The authors here propose a chemical reaction that forms ammoniated phyllosilicates on Ceres. This process could trigger at a very low temperature, suggesting Ceres evolution in a region different from its current location.

Systematic investigation of CO2 : NH3 ice mixtures using mid-IR and VUV spectroscopy - part 1: thermal processing

The adjustment of experimental parameters in interstellar ice analogues can have profound effects on molecular synthesis within an ice system. We demonstrated this by systematically investigating the stoichiometric mixing ratios of CO2 : NH3 ices as a function of thermal processing using mid-IR and VUV spectroscopy. We observed that the type of CO2 bonding environment was dependent on the different stoichiometric mixing ratios and that this pre-determined the NH3 crystallite structure after phase change. The thermal reactivity of the ices was linked to the different chemical and physical properties of the stoichiometric ratios. Our results provide new details into the chemical and physical properties of the different stoichiometric CO2 : NH3 ices enhancing our understanding of the thermally induced molecular synthesis within this ice system.

Crystallites and Electric Fields in Solid Ammonia

Absorption spectra of vacuum-deposited films of ammonia have been obtained in the range 115 nm to 310 nm for a set of 15 deposition temperatures, Td, between 20 K and 80 K. Results focus upon the region 115 nm to 130 nm in overlapping D, E, F and G←X Rydberg transitions involving Wannier-Mott excitons. We identify two phases of ammonia, showing the solid to be polymorphic. Peak absorption wavelengths in the region of interest are found to shift to the red by 299 cm-1, for Td between 20 K to 50 K, and 1380 cm-1 for Td between 55 K to 80 K. Shifts provide evidence for the presence of spontaneously generated electric fields in these films, of values in excess of 108 V m-1 for Td of 20 K to 50 K to a few times 107 V m-1 for 55 K to 80 K. Results enable us to place a lower limit of 1.58 nm on the size of crystallites in the low temperature regime.
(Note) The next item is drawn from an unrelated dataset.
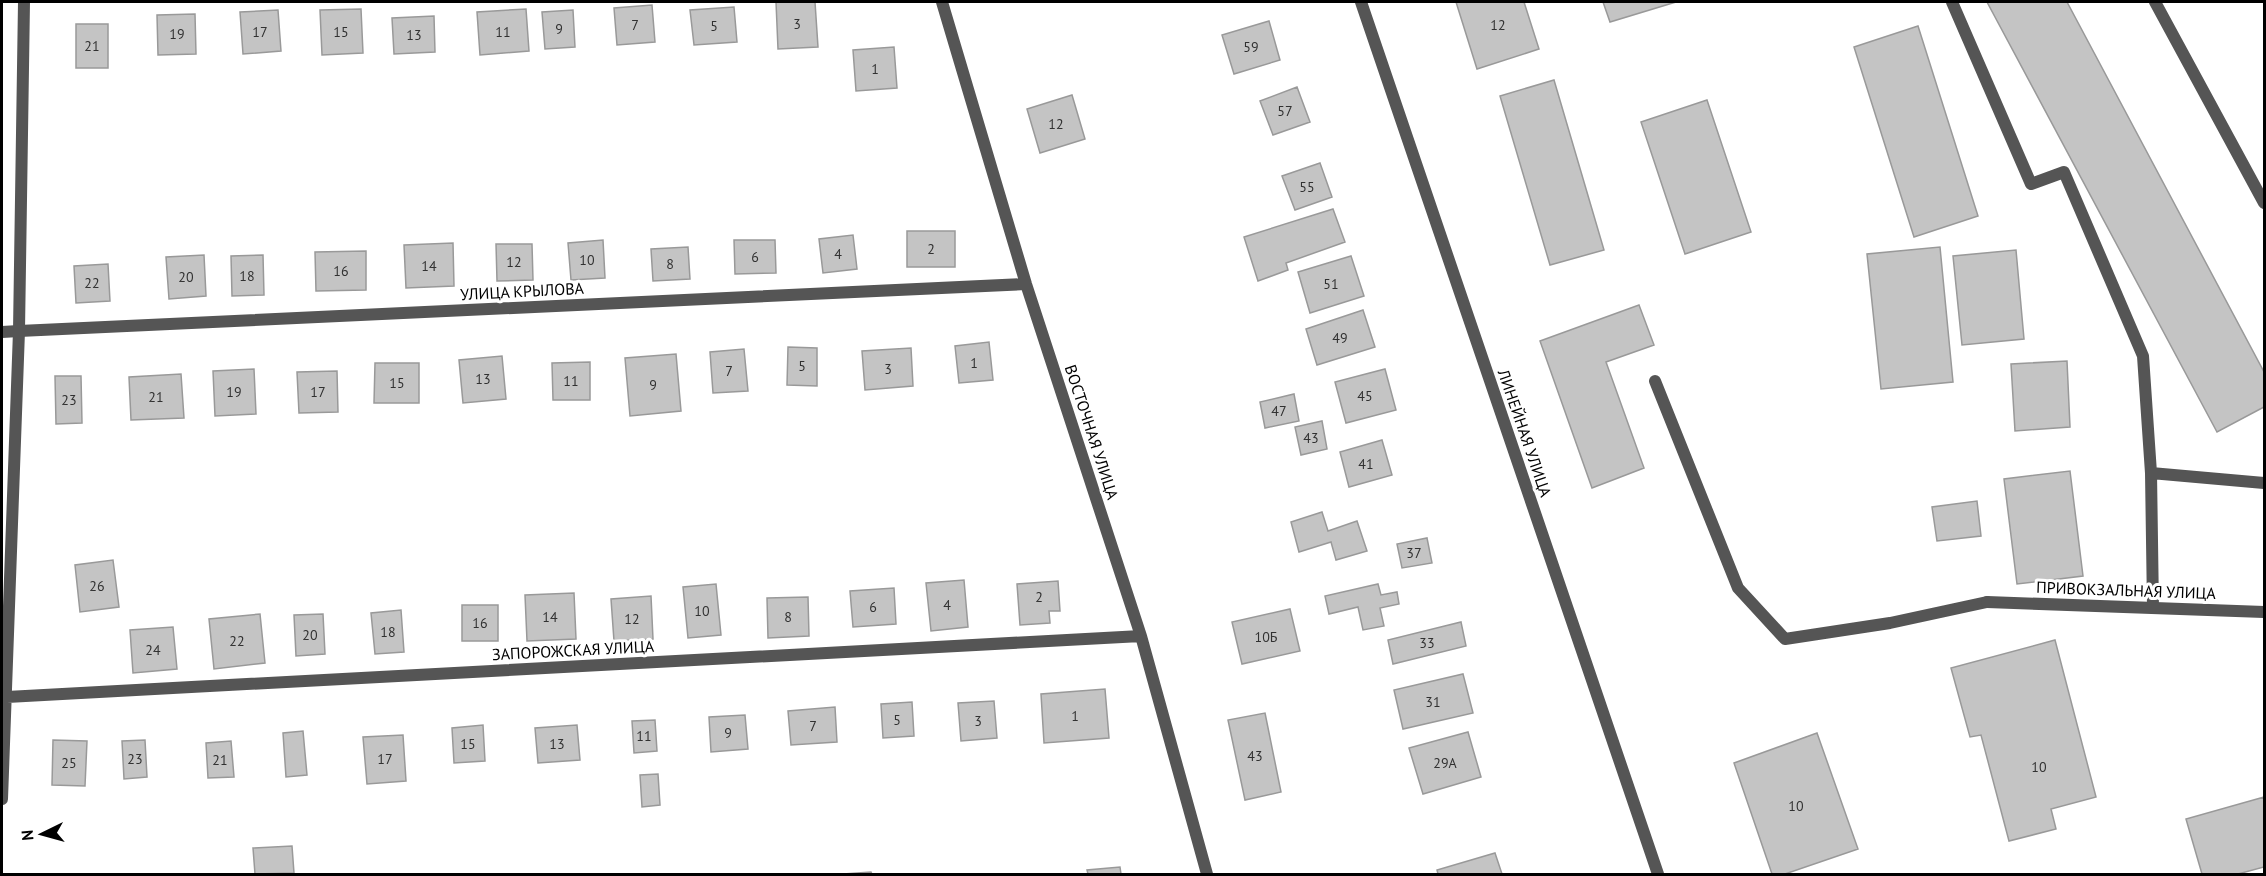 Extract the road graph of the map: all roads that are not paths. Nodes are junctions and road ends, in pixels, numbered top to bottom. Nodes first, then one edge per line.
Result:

This dimension represents 16 unit cells or 64 species, giving a more quantitative description than the nebulous term amorphous, as applied to solid ammonia. We also determine that crystallites formed in the high temperature regime contain, within ±20 %, 1688, 756 and 236 molecules of ammonia, respectively at Td of 65 K, 60 K and 55 K.
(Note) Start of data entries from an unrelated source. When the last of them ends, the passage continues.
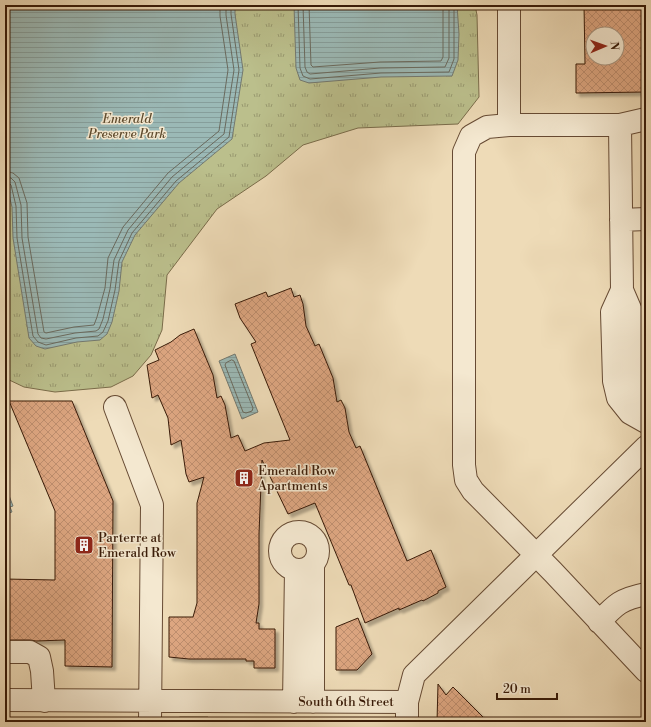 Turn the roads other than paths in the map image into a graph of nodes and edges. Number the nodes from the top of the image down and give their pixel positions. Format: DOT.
graph roads {
  1 [pos="509,5"];
  2 [pos="646,119"];
  3 [pos="620,125"];
  4 [pos="509,126"];
  5 [pos="646,219"];
  6 [pos="621,220"];
  7 [pos="622,290"];
  8 [pos="646,404"];
  9 [pos="115,407"];
  10 [pos="646,422"];
  11 [pos="646,447"];
  12 [pos="536,555"];
  13 [pos="305,567"];
  14 [pos="643,598"];
  15 [pos="599,622"];
  16 [pos="5,652"];
  17 [pos="646,671"];
  18 [pos="5,700"];
  19 [pos="44,701"];
  20 [pos="303,702"];
  21 [pos="150,712"];
  22 [pos="407,712"];
  1 -- 4 [label="street"];
  2 -- 3 [label="street"];
  3 -- 4 [label="street"];
  3 -- 6 [label="street"];
  4 -- 12 [label="street"];
  5 -- 6 [label="street"];
  6 -- 7 [label="street"];
  7 -- 8 [label="street"];
  7 -- 10 [label="street"];
  9 -- 21 [label="street"];
  11 -- 12 [label="street, South 6th Street"];
  12 -- 15 [label="street"];
  12 -- 22 [label="street, South 6th Street"];
  13 -- 20 [label="street"];
  14 -- 15 [label="street"];
  15 -- 17 [label="street"];
  16 -- 19 [label="street"];
  18 -- 19 [label="street, South 6th Street"];
  19 -- 21 [label="street, South 6th Street"];
  20 -- 21 [label="street, South 6th Street"];
  20 -- 22 [label="street, South 6th Street"];
} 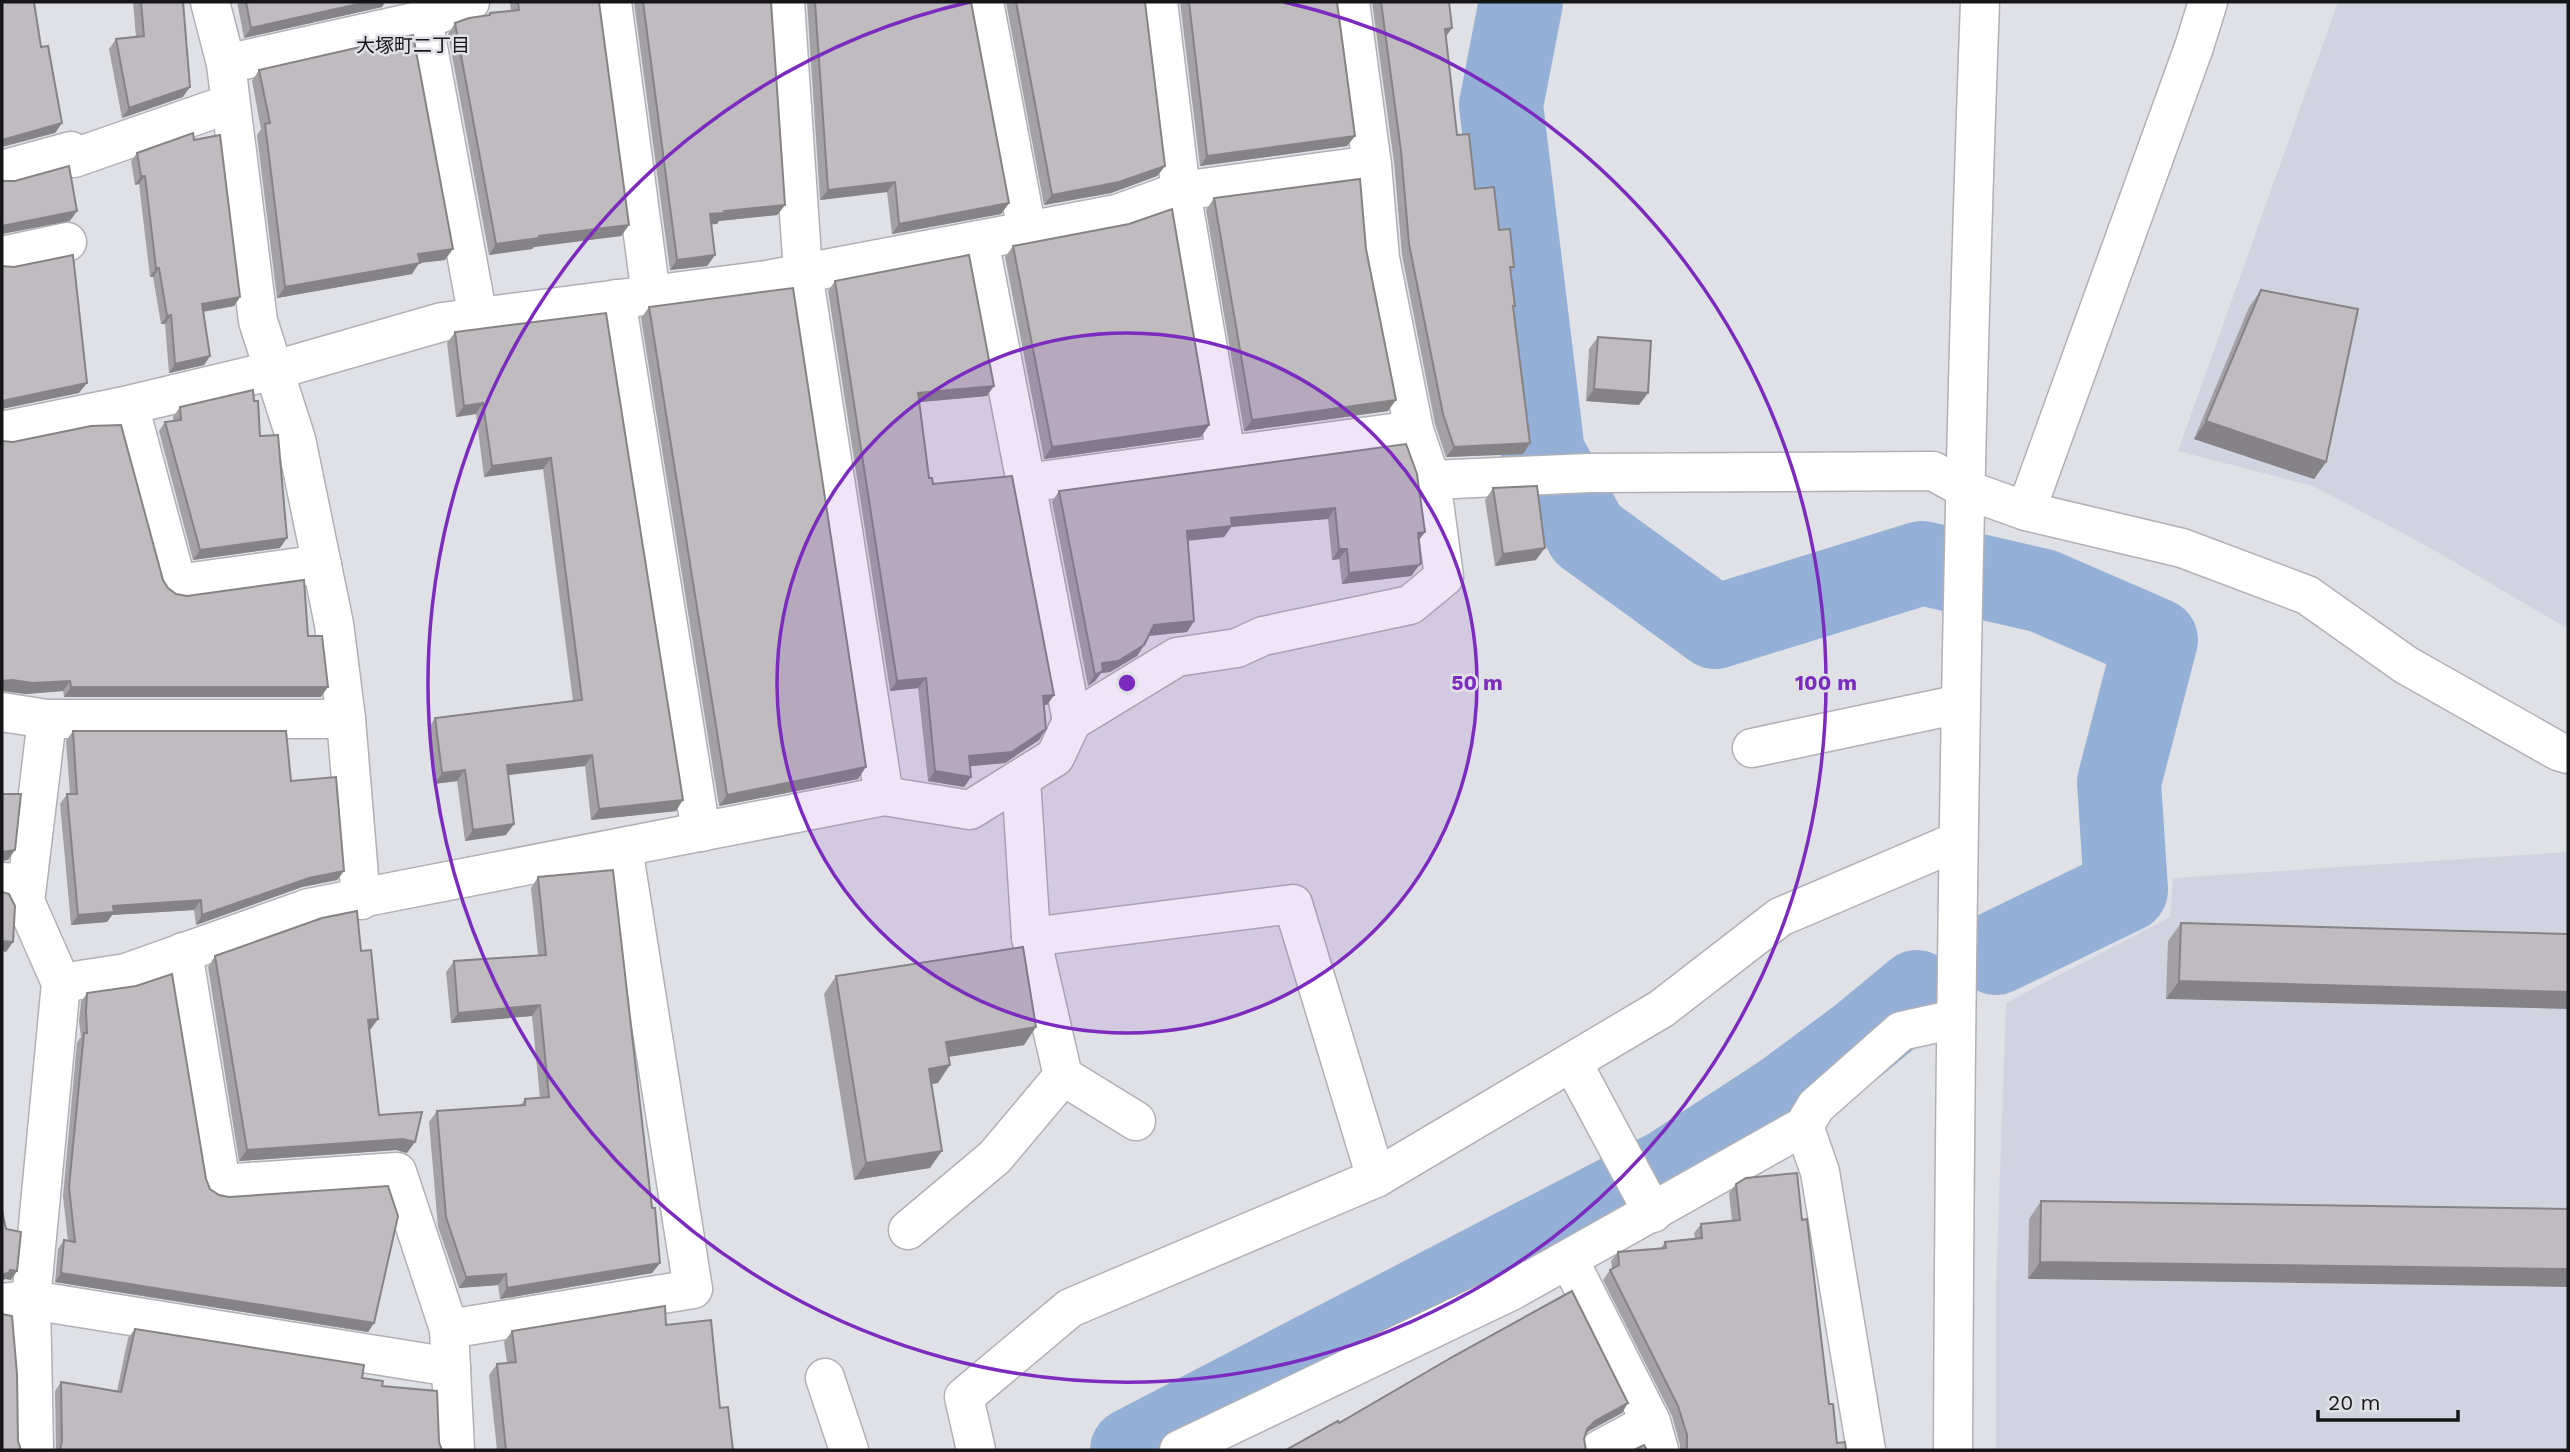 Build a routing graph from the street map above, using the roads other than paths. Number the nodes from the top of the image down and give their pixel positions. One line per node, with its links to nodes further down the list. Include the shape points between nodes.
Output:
1 (210, 2): 11 (street)
2 (470, 2): 10 (street)
3 (612, 2): 21 (street)
4 (785, 2): 20 (street)
5 (984, 2): 16 (street)
6 (1158, 2): 15 (street)
7 (1350, 2): 13 (street)
8 (1979, 2): 30 (street)
9 (2208, 2): 31 (street)
10 (423, 20): 11 (street); 22 (street)
11 (226, 64): 12 (street)
12 (229, 104): 14 (street, via 74,158 71,151); 23 (street, via 258,321)
13 (1372, 166): 15 (street); 25 (street, via 1381,258)
14 (2, 170)
15 (1181, 191): 16 (street, via 1116,214); 27 (street)
16 (1027, 231): 17 (street)
17 (979, 240): 20 (street); 29 (street)
18 (67, 242): 19 (street)
19 (2, 256)
20 (803, 273): 21 (street); 41 (street)
21 (634, 297): 22 (street); 42 (street)
22 (478, 318): 23 (street, via 442,322)
23 (275, 370): 24 (street); 32 (street, via 296,439)
24 (130, 405): 26 (street); 32 (street, via 177,584)
25 (1414, 430): 27 (street); 28 (street)
26 (2, 431)
27 (1226, 456): 29 (street)
28 (1431, 480): 30 (street, via 1589,473 1933,471); 37 (street, via 1444,577 1410,605 1263,636 1237,648 1177,657)
29 (1026, 483): 37 (street)
30 (1966, 490): 31 (street); 33 (street)
31 (2026, 511): 39 (street, via 2182,548 2307,595 2406,664)
32 (322, 564): 36 (street)
33 (1959, 704): 38 (street); 43 (street)
34 (2, 712): 35 (street)
35 (47, 719): 36 (street); 45 (street)
36 (346, 719): 46 (street)
37 (1072, 721): 40 (street, via 1055,757)
38 (1752, 748)
39 (2568, 754)
40 (1021, 779): 41 (street, via 970,810); 47 (street)
41 (884, 796): 42 (street)
42 (701, 832): 44 (street)
43 (1958, 841): 50 (street); 51 (street, via 1780,917 1661,1009)
44 (623, 848): 46 (street); 60 (street, via 693,1289)
45 (13, 892): 49 (street)
46 (361, 900): 48 (street, via 309,908)
47 (1031, 937): 52 (street); 55 (street, via 1293,904)
48 (183, 953): 49 (street, via 126,973); 60 (street, via 221,1184 397,1172)
49 (61, 983): 59 (street)
50 (1955, 1019): 54 (street, via 1901,1031 1816,1105); 71 (street)
51 (1572, 1062): 55 (street); 56 (street)
52 (1063, 1076): 53 (street); 57 (street, via 995,1157)
53 (1136, 1121)
54 (1804, 1126): 56 (street); 70 (street, via 1820,1172)
55 (1376, 1178): 67 (street, via 1070,1308 964,1397)
56 (1653, 1213): 58 (street)
57 (908, 1230)
58 (1569, 1259): 63 (street); 68 (street)
59 (16, 1301): 61 (street); 64 (street)
60 (449, 1329): 61 (street)
61 (451, 1367): 65 (street)
62 (825, 1378): 66 (street)
63 (1655, 1436): 69 (street)
64 (34, 1450)
65 (455, 1450)
66 (849, 1450)
67 (976, 1450)
68 (1179, 1450)
69 (1599, 1450)
70 (1866, 1450)
71 (1953, 1450)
Propane and propane-water interactions: a study at cryogenic temperatures

The phase transition of solid propane and a propane-water mixture under ultrahigh vacuum has been investigated using reflection absorption infrared spectroscopy (RAIRS) and temperature-programmed desorption mass spectrometry (TPD-MS). Here, the investigation is divided into two sections: the phase transition of pure propane and the interaction of propane with water. RAIR spectra of pure propane reveal an unknown crystalline phase at 50 K (phase I), which gradually converts to a known crystalline phase (phase II) at higher temperature. This conversion is associated with certain kinetics. Co-deposition of water and propane restricts the amorphous to crystalline phase transition, while sequential deposition (H₂O@C₃H₈; propane over predeposited water) does not hinder it. For an alternative sequential deposition (C₃H₈@H₂O; water over predeposited propane), the phase transition is hindered due to diffusional mixing within the given experimental time, which is attributed to the reason behind the restricted phase transition.

O(-) from amorphous and crystalline CO2 ices

O(-) desorbed from amorphous and crystalline films of CO2 at 18 K under low energy electron impact is studied using time of flight mass spectrometry. The nature of the CO2 film is characterized by Fourier transform infrared spectrometry as a function of film thickness. It is found that the desorption rate from amorphous films is considerably larger than that from crystalline films. The desorption signal from the 4 eV resonance is found to be the dominant one as compared to that from the higher energy resonances, notably the one at 8 eV observed in the gas phase. This is explained in terms of the large enhancement in the dissociative electron attachment cross section for the 4 eV resonance in the condensed phase reported earlier using the charge trapping method.